- **WHAT YOU HAVE TO DO**:
Every record below is to be restated word for word, and no picture is to be copied.

- **Saved data entries**:

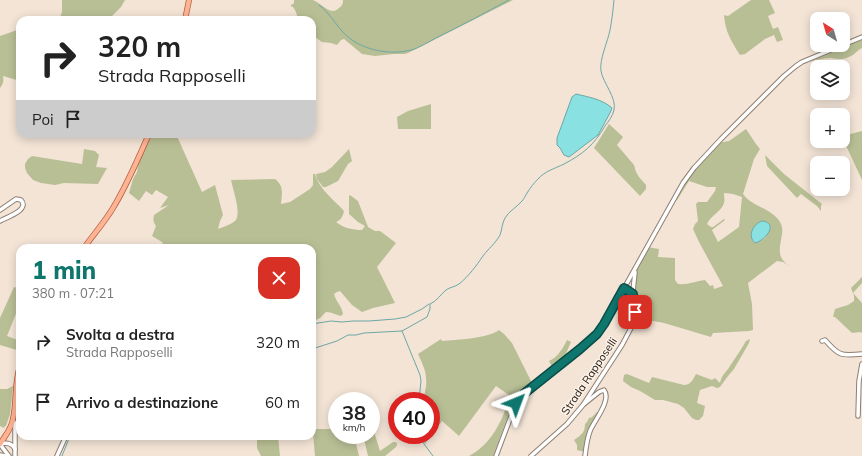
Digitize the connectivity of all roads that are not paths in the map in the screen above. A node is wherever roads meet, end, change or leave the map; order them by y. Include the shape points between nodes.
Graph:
1 (189, 0) edge
2 (186, 16) edge
3 (862, 37) edge
4 (147, 138) edge
5 (0, 210) edge
6 (0, 221) edge
7 (87, 244) edge
8 (635, 269) junction
9 (624, 288) junction
10 (633, 294) junction
11 (822, 341) dead end
12 (862, 354) edge
13 (862, 364) edge
14 (16, 395) edge
15 (583, 405) junction
16 (858, 416) dead end
17 (14, 421) junction
18 (64, 440) edge
19 (0, 443) edge
20 (16, 450) junction
21 (0, 455) edge
22 (6, 456) edge
23 (9, 456) edge
24 (15, 456) edge
25 (57, 456) edge
26 (496, 456) edge
27 (531, 456) edge
28 (585, 456) edge

1 - 2 main road
3 - 8 street via 796,66 721,139 683,183
4 - 7 main road via 112,209
5 - 6 street via 16,199 24,202 20,210
8 - 9 street
8 - 10 street, Strada Rapposelli
9 - 10 street
9 - 26 street via 597,334 521,396
10 - 15 street, Strada Rapposelli via 635,312 631,328
11 - 12 street via 825,340 840,354
13 - 16 street
14 - 17 main road
15 - 27 street, Strada Rapposelli via 567,424
15 - 28 street via 604,390 604,407 587,440
17 - 19 main road
17 - 20 street
18 - 25 street
19 - 20 street via 10,444
19 - 23 street
20 - 24 street
21 - 22 street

- **EXERCISE RESULT**:
Digitize the connectivity of all roads that are not paths in the map in the screen above. A node is wherever roads meet, end, change or leave the map; order them by y. Include the shape points between nodes.
Graph:
1 (189, 0) edge
2 (186, 16) edge
3 (862, 37) edge
4 (147, 138) edge
5 (0, 210) edge
6 (0, 221) edge
7 (87, 244) edge
8 (635, 269) junction
9 (624, 288) junction
10 (633, 294) junction
11 (822, 341) dead end
12 (862, 354) edge
13 (862, 364) edge
14 (16, 395) edge
15 (583, 405) junction
16 (858, 416) dead end
17 (14, 421) junction
18 (64, 440) edge
19 (0, 443) edge
20 (16, 450) junction
21 (0, 455) edge
22 (6, 456) edge
23 (9, 456) edge
24 (15, 456) edge
25 (57, 456) edge
26 (496, 456) edge
27 (531, 456) edge
28 (585, 456) edge

1 - 2 main road
3 - 8 street via 796,66 721,139 683,183
4 - 7 main road via 112,209
5 - 6 street via 16,199 24,202 20,210
8 - 9 street
8 - 10 street, Strada Rapposelli
9 - 10 street
9 - 26 street via 597,334 521,396
10 - 15 street, Strada Rapposelli via 635,312 631,328
11 - 12 street via 825,340 840,354
13 - 16 street
14 - 17 main road
15 - 27 street, Strada Rapposelli via 567,424
15 - 28 street via 604,390 604,407 587,440
17 - 19 main road
17 - 20 street
18 - 25 street
19 - 20 street via 10,444
19 - 23 street
20 - 24 street
21 - 22 street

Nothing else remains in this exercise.